Roxas vows to resolve MRT 3 impasse in 2 weeks

By Lenie Lectura, BusinessMirror

Posted at Feb 08 2012 07:26 AM | Updated as of Feb 09 2012 12:33 AM

MANILA, Philippines - Transportation Secretary Mar Roxas has given assurances that problem over the auction of the MRT (Metro Rail Transit) Line 3 will be resolved in the next two weeks.

The problem arose from a claim made by Metro Pacific Investments Corp. (MPIC), led by businessman Manuel V. Pangilinan, that it has the exclusive right to operate, maintain and expand the Edsa railway system because it already holds a substantial stake in MRTC (Metro Rail Transit Corp.), the consortium that built MRT 3.

But the Department of Transportation and Communications says it is in charge of MRT3’s operations because 80 percent of the MRTC’s economic interests is held by the government-owned Development Bank of the Philippines and Land Bank of the Philippines. The banks’ economic interests also include a 22.3-percent direct stake in MRTC and MRT bondholdings.
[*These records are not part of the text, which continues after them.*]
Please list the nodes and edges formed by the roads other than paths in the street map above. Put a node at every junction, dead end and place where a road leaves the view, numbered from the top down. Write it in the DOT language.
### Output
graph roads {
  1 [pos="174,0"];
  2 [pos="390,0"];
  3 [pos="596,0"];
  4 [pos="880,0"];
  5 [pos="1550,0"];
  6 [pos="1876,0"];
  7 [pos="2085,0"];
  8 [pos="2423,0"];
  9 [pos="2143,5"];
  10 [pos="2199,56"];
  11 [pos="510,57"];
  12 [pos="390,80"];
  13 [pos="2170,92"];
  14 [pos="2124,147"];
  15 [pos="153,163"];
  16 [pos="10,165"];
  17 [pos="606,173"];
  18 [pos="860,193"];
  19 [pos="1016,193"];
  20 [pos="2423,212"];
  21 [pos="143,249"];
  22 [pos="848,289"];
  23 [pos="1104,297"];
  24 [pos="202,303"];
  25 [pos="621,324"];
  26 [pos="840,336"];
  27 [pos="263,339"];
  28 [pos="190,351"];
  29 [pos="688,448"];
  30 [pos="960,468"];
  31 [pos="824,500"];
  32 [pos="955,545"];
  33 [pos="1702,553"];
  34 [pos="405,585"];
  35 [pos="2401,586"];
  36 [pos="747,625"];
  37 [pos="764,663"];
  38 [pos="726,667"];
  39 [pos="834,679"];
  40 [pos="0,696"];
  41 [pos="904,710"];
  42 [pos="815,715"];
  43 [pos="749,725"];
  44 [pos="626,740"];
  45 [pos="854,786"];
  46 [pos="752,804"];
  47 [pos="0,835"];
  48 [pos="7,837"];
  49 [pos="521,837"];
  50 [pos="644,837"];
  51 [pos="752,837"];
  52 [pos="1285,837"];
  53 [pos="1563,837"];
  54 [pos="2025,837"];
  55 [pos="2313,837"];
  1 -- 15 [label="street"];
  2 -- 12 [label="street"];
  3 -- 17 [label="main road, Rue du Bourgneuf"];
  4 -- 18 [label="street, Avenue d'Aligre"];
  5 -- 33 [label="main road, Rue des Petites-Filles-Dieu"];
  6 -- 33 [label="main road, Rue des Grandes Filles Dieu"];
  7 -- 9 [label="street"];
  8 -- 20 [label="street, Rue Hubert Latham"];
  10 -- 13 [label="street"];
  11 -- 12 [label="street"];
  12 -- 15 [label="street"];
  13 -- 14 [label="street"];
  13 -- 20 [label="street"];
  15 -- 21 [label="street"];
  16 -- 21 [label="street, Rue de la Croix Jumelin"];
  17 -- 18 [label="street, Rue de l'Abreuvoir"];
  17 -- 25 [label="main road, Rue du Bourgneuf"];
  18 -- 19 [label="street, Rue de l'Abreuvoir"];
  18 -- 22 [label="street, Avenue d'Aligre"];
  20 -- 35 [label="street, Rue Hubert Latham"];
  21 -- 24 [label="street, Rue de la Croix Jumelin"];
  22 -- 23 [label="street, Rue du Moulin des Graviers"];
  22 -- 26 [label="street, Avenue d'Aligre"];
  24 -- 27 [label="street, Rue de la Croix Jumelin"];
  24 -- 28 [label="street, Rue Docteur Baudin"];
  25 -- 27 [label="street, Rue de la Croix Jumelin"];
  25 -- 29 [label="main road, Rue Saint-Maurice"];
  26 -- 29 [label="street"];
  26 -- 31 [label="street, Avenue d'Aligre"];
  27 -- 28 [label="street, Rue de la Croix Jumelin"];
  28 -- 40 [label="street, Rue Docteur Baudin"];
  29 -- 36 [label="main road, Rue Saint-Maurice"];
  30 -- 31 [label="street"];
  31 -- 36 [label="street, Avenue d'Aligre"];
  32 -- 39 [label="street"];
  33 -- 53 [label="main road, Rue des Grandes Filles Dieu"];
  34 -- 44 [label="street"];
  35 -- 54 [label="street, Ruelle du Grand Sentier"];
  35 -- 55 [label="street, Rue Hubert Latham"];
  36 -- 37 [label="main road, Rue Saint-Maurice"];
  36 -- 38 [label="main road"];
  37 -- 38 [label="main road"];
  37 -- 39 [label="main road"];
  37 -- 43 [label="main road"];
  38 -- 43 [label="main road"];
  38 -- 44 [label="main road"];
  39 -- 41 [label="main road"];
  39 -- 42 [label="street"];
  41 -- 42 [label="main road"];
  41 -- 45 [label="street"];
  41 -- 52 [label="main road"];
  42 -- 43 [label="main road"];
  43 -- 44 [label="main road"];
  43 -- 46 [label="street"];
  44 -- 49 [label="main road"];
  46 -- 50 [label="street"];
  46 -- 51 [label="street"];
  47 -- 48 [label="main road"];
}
“We hope to resolve this soon. We expect a word from our legal team by end of this month,” said Roxas. “The DOTC legal department will determine if we will bid out the operation and management (O&M) contract for the MRT 3 or just the maintenance contract alone. It is the government’s view that we will bid out the maintenance contract. In addition, there are P4.5 billion in funds available for additional train vehicles for MRT 3. The contract may also include the purchase of vehicles but we don’t know yet.”
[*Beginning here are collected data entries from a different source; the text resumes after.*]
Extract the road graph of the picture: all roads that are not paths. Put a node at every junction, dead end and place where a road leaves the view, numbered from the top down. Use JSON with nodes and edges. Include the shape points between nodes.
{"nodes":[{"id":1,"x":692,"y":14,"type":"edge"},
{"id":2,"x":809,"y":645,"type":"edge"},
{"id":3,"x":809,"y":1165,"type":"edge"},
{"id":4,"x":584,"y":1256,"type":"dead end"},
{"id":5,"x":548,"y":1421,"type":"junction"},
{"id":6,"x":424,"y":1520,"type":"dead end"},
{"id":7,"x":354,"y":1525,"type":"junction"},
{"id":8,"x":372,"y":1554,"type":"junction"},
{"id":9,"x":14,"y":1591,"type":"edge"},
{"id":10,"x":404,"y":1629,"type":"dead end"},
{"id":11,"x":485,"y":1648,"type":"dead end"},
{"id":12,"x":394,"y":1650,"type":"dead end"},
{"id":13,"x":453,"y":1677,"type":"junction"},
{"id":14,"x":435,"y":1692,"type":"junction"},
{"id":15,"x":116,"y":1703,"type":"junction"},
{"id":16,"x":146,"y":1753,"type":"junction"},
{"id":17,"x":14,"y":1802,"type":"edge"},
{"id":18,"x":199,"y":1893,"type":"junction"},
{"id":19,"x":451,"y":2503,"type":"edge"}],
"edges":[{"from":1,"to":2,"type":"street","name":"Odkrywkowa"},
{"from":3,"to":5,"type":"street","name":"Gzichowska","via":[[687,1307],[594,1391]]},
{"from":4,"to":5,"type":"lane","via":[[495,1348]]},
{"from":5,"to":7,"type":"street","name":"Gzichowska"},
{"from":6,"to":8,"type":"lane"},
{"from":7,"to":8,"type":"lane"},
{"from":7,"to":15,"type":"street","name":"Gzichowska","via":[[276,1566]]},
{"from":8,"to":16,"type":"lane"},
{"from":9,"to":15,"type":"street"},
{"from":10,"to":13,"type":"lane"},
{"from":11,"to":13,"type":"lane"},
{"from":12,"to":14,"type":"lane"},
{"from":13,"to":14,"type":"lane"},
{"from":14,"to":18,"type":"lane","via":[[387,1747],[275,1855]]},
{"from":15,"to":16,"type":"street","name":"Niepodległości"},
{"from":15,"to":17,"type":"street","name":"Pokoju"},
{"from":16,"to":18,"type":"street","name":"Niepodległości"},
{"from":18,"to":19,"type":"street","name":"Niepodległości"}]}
In the meantime, Japanese contractor Sumitomo Corp. of Japan will continue to maintain the railway system until it is bid out, Roxas said.

The MRTC and the government signed many years ago a BLT (Build-Lease-and- Transfer) agreement. Among other things, the MRTC had been vested with expansion rights, which meant that it is authorized to develop the MRT 3.

With this, the MPIC submitted in January of 2010 a proposal pursuant to the expansion rights granted to the MRTC under the existing BLT agreement with the national government.

“MRTC’s expansion rights under the BLT Agreement prevent the government from bidding out the MRT 3 capacity expansion project. MPIC expects the government to honor MRTC’s rights under the BLT Agreement,” MPIC Vice President for Legal Affairs Jose Jesus Laurel said last month.

MPIC had offered the government $300 million to expand the capacity of the MRT 3. It plans to double the capacity of the railway system to 700,000 passengers a day from the current 350,000 by adding more cars to one train so that trains will be carrying more cars at faster intervals.

Aside from the $300-million proposal, MPIC had also offered the government $350 million for the acquisition of equity and some of the bonds issued by the MRTC. Part of the proposal is to buy out the state-owned banks, said MPIC President Jose Lim.

Recently, DBP said it was open to selling its stake in MRTC within the year.

Aside from MPIC, the Ayala Corp. and the group of Ramon Ang expressed interest to make a bid for the O&M contract.